Some long term employees often joke that I should be the next one to lose my job since the position of Mr. Black's personal assistant and I quote, 'has been and ever will be replaceable'. A betting pool was even created in my honor and a month being the longest.

Even with Mr. Black's cold attitude I enjoyed working here. The employees have got this instant bond to everyone since our favorite topic to talk about during our break is our personal encounter with Mr. Black and how scared we felt during that encounter.

If you're wondering why there's never a shortage of employee it's because the pay here is good. So good that I decided to leave my old job as a waiter and move here in the city.

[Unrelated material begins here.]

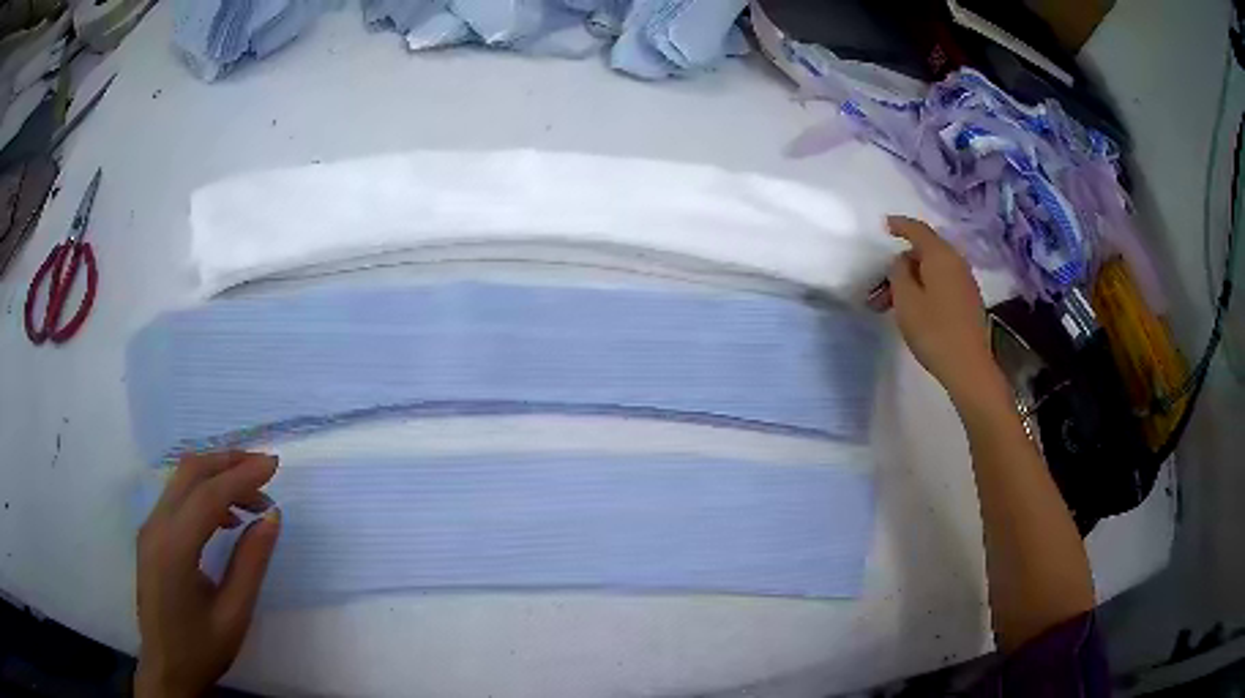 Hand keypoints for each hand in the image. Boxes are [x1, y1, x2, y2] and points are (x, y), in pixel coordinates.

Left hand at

I was born and raised outside the city but last week while I was doing my usual job as a waiter, someone offered me to work here in this company and gave me a business card. He promised that the pay would be good and here I am now. Working as a personal assistant for Mr. Black.

The intercom buzzed. Mr. Black was calling me from his office. I stood up and immediately went inside his office.

"Yes, sir?"

"I want you to sort this file according to their pages and please inform Mr. Castillo that I can't meet him today." As usual, he was in his cold demeanor. I started to pick-up the pieces of papers on the floor as careful as possible so as not to crumple them. I know I don't have a right to say this but man, he is a man of order. How clumsy of him to scatter the pages of this file.

I picked up almost every pages except for the ones that are under his table. His table is different from the typical desks since it's made of glass and it doesn't have that cover in front of his legs. I started to crawl towards the remaining sheets until I realized that I was facing his crotch.

"Ahem! What are you doing?" I looked up and I saw that he was looking at me. Damn this transparent table.

"Uhm... I-I was retrieving the remaining pages!" The squeak at the end of my sentence is not helping either. He might think that I'm a pervert!

"Can't you do it without staring at my crotch?" How did he even know I was staring at it? He was busy writing something a while ago. Not unless he got this ultra genitalia sensor that senses if somebody was staring at his dick- which I never did mind you.

"I'm not staring at it!" I replied. I can't tell you how weird this conversation is that is why I decided to just pick everything up and to get the hell out of his table.

Once I got out of his office, I repeatedly slap my face for that awkward encounter. I should be thankful he didn't fire me on the spot.